(Task instructions) Would you set down each line of the data below exactly?

(Given data)
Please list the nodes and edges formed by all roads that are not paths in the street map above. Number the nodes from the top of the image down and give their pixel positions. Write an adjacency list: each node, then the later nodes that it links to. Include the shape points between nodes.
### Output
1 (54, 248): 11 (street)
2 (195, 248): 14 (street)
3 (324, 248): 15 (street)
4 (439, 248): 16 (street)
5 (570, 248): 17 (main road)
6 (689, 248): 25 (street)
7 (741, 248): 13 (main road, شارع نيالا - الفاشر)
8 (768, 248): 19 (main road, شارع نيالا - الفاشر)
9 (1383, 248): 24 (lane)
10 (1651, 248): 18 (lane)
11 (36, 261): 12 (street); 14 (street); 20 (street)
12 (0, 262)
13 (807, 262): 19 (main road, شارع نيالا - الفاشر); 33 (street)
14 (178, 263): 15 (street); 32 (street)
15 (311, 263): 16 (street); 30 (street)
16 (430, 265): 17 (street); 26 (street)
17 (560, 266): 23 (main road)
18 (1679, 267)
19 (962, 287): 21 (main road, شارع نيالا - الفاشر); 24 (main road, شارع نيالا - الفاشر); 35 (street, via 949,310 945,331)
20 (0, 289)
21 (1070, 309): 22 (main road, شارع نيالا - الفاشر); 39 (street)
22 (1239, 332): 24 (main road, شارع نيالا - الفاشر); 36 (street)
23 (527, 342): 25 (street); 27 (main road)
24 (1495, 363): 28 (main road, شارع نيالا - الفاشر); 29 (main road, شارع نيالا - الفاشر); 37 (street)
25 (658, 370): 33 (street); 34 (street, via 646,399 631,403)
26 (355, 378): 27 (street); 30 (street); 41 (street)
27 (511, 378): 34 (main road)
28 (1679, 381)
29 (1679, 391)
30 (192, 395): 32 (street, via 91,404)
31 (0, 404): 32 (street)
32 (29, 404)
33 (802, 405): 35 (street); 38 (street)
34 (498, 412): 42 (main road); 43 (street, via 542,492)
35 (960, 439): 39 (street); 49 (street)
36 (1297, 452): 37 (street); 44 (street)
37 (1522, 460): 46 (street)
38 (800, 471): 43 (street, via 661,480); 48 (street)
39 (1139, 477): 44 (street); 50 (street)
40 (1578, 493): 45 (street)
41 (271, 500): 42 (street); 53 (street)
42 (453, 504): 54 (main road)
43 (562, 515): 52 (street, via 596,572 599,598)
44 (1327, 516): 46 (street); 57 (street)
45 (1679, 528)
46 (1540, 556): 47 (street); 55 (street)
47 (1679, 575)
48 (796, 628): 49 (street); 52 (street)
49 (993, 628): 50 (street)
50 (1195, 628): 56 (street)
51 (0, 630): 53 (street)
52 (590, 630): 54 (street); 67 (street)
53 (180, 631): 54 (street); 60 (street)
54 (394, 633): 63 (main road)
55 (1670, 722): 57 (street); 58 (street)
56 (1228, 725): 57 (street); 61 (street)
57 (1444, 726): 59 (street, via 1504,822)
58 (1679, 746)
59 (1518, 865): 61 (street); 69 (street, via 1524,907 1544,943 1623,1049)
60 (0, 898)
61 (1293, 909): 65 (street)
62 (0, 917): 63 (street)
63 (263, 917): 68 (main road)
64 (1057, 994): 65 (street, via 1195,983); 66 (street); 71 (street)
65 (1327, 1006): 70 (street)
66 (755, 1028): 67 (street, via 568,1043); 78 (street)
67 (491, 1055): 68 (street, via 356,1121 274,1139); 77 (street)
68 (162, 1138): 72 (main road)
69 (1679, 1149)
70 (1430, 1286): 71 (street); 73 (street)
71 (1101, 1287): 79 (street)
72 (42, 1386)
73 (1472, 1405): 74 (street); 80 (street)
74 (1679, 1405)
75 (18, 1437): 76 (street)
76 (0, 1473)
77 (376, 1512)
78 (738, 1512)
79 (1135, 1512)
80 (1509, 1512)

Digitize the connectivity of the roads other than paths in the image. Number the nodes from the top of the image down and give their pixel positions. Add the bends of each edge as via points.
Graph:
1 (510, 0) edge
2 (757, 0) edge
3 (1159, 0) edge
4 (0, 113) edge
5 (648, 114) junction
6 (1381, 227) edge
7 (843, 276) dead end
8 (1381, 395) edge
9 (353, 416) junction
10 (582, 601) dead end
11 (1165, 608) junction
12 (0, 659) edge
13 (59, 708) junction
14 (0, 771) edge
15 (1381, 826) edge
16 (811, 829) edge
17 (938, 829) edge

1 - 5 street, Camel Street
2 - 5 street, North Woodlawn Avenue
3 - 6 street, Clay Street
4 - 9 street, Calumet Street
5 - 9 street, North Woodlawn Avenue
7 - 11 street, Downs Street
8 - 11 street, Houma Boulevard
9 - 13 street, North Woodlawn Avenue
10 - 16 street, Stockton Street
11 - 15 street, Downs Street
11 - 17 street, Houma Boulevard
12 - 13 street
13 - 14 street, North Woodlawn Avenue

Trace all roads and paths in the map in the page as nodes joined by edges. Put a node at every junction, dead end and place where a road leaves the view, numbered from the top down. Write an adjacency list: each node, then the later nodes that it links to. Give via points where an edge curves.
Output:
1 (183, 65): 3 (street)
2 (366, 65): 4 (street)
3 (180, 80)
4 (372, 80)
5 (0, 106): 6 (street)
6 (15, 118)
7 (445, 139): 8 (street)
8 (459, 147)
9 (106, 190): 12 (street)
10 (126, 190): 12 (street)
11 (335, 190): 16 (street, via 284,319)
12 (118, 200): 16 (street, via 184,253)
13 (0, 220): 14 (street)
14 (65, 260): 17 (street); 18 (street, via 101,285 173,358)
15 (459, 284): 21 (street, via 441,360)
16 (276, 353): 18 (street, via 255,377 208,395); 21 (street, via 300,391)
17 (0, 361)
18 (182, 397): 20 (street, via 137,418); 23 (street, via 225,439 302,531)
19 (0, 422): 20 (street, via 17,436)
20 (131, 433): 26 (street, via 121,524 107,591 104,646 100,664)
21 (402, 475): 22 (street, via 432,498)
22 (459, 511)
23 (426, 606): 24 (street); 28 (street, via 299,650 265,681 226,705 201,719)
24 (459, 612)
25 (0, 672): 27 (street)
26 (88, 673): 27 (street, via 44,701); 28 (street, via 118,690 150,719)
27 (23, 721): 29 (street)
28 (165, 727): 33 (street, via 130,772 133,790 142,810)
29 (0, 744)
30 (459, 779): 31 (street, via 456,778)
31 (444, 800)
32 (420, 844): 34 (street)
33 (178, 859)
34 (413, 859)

(Result for this exercise)
Please list the nodes and edges formed by all roads that are not paths in the street map above. Number the nodes from the top of the image down and give their pixel positions. Write an adjacency list: each node, then the later nodes that it links to. Include the shape points between nodes.
### Output
1 (54, 248): 11 (street)
2 (195, 248): 14 (street)
3 (324, 248): 15 (street)
4 (439, 248): 16 (street)
5 (570, 248): 17 (main road)
6 (689, 248): 25 (street)
7 (741, 248): 13 (main road, شارع نيالا - الفاشر)
8 (768, 248): 19 (main road, شارع نيالا - الفاشر)
9 (1383, 248): 24 (lane)
10 (1651, 248): 18 (lane)
11 (36, 261): 12 (street); 14 (street); 20 (street)
12 (0, 262)
13 (807, 262): 19 (main road, شارع نيالا - الفاشر); 33 (street)
14 (178, 263): 15 (street); 32 (street)
15 (311, 263): 16 (street); 30 (street)
16 (430, 265): 17 (street); 26 (street)
17 (560, 266): 23 (main road)
18 (1679, 267)
19 (962, 287): 21 (main road, شارع نيالا - الفاشر); 24 (main road, شارع نيالا - الفاشر); 35 (street, via 949,310 945,331)
20 (0, 289)
21 (1070, 309): 22 (main road, شارع نيالا - الفاشر); 39 (street)
22 (1239, 332): 24 (main road, شارع نيالا - الفاشر); 36 (street)
23 (527, 342): 25 (street); 27 (main road)
24 (1495, 363): 28 (main road, شارع نيالا - الفاشر); 29 (main road, شارع نيالا - الفاشر); 37 (street)
25 (658, 370): 33 (street); 34 (street, via 646,399 631,403)
26 (355, 378): 27 (street); 30 (street); 41 (street)
27 (511, 378): 34 (main road)
28 (1679, 381)
29 (1679, 391)
30 (192, 395): 32 (street, via 91,404)
31 (0, 404): 32 (street)
32 (29, 404)
33 (802, 405): 35 (street); 38 (street)
34 (498, 412): 42 (main road); 43 (street, via 542,492)
35 (960, 439): 39 (street); 49 (street)
36 (1297, 452): 37 (street); 44 (street)
37 (1522, 460): 46 (street)
38 (800, 471): 43 (street, via 661,480); 48 (street)
39 (1139, 477): 44 (street); 50 (street)
40 (1578, 493): 45 (street)
41 (271, 500): 42 (street); 53 (street)
42 (453, 504): 54 (main road)
43 (562, 515): 52 (street, via 596,572 599,598)
44 (1327, 516): 46 (street); 57 (street)
45 (1679, 528)
46 (1540, 556): 47 (street); 55 (street)
47 (1679, 575)
48 (796, 628): 49 (street); 52 (street)
49 (993, 628): 50 (street)
50 (1195, 628): 56 (street)
51 (0, 630): 53 (street)
52 (590, 630): 54 (street); 67 (street)
53 (180, 631): 54 (street); 60 (street)
54 (394, 633): 63 (main road)
55 (1670, 722): 57 (street); 58 (street)
56 (1228, 725): 57 (street); 61 (street)
57 (1444, 726): 59 (street, via 1504,822)
58 (1679, 746)
59 (1518, 865): 61 (street); 69 (street, via 1524,907 1544,943 1623,1049)
60 (0, 898)
61 (1293, 909): 65 (street)
62 (0, 917): 63 (street)
63 (263, 917): 68 (main road)
64 (1057, 994): 65 (street, via 1195,983); 66 (street); 71 (street)
65 (1327, 1006): 70 (street)
66 (755, 1028): 67 (street, via 568,1043); 78 (street)
67 (491, 1055): 68 (street, via 356,1121 274,1139); 77 (street)
68 (162, 1138): 72 (main road)
69 (1679, 1149)
70 (1430, 1286): 71 (street); 73 (street)
71 (1101, 1287): 79 (street)
72 (42, 1386)
73 (1472, 1405): 74 (street); 80 (street)
74 (1679, 1405)
75 (18, 1437): 76 (street)
76 (0, 1473)
77 (376, 1512)
78 (738, 1512)
79 (1135, 1512)
80 (1509, 1512)

Digitize the connectivity of the roads other than paths in the image. Number the nodes from the top of the image down and give their pixel positions. Add the bends of each edge as via points.
Graph:
1 (510, 0) edge
2 (757, 0) edge
3 (1159, 0) edge
4 (0, 113) edge
5 (648, 114) junction
6 (1381, 227) edge
7 (843, 276) dead end
8 (1381, 395) edge
9 (353, 416) junction
10 (582, 601) dead end
11 (1165, 608) junction
12 (0, 659) edge
13 (59, 708) junction
14 (0, 771) edge
15 (1381, 826) edge
16 (811, 829) edge
17 (938, 829) edge

1 - 5 street, Camel Street
2 - 5 street, North Woodlawn Avenue
3 - 6 street, Clay Street
4 - 9 street, Calumet Street
5 - 9 street, North Woodlawn Avenue
7 - 11 street, Downs Street
8 - 11 street, Houma Boulevard
9 - 13 street, North Woodlawn Avenue
10 - 16 street, Stockton Street
11 - 15 street, Downs Street
11 - 17 street, Houma Boulevard
12 - 13 street
13 - 14 street, North Woodlawn Avenue

Trace all roads and paths in the map in the page as nodes joined by edges. Put a node at every junction, dead end and place where a road leaves the view, numbered from the top down. Write an adjacency list: each node, then the later nodes that it links to. Give via points where an edge curves.
Output:
1 (183, 65): 3 (street)
2 (366, 65): 4 (street)
3 (180, 80)
4 (372, 80)
5 (0, 106): 6 (street)
6 (15, 118)
7 (445, 139): 8 (street)
8 (459, 147)
9 (106, 190): 12 (street)
10 (126, 190): 12 (street)
11 (335, 190): 16 (street, via 284,319)
12 (118, 200): 16 (street, via 184,253)
13 (0, 220): 14 (street)
14 (65, 260): 17 (street); 18 (street, via 101,285 173,358)
15 (459, 284): 21 (street, via 441,360)
16 (276, 353): 18 (street, via 255,377 208,395); 21 (street, via 300,391)
17 (0, 361)
18 (182, 397): 20 (street, via 137,418); 23 (street, via 225,439 302,531)
19 (0, 422): 20 (street, via 17,436)
20 (131, 433): 26 (street, via 121,524 107,591 104,646 100,664)
21 (402, 475): 22 (street, via 432,498)
22 (459, 511)
23 (426, 606): 24 (street); 28 (street, via 299,650 265,681 226,705 201,719)
24 (459, 612)
25 (0, 672): 27 (street)
26 (88, 673): 27 (street, via 44,701); 28 (street, via 118,690 150,719)
27 (23, 721): 29 (street)
28 (165, 727): 33 (street, via 130,772 133,790 142,810)
29 (0, 744)
30 (459, 779): 31 (street, via 456,778)
31 (444, 800)
32 (420, 844): 34 (street)
33 (178, 859)
34 (413, 859)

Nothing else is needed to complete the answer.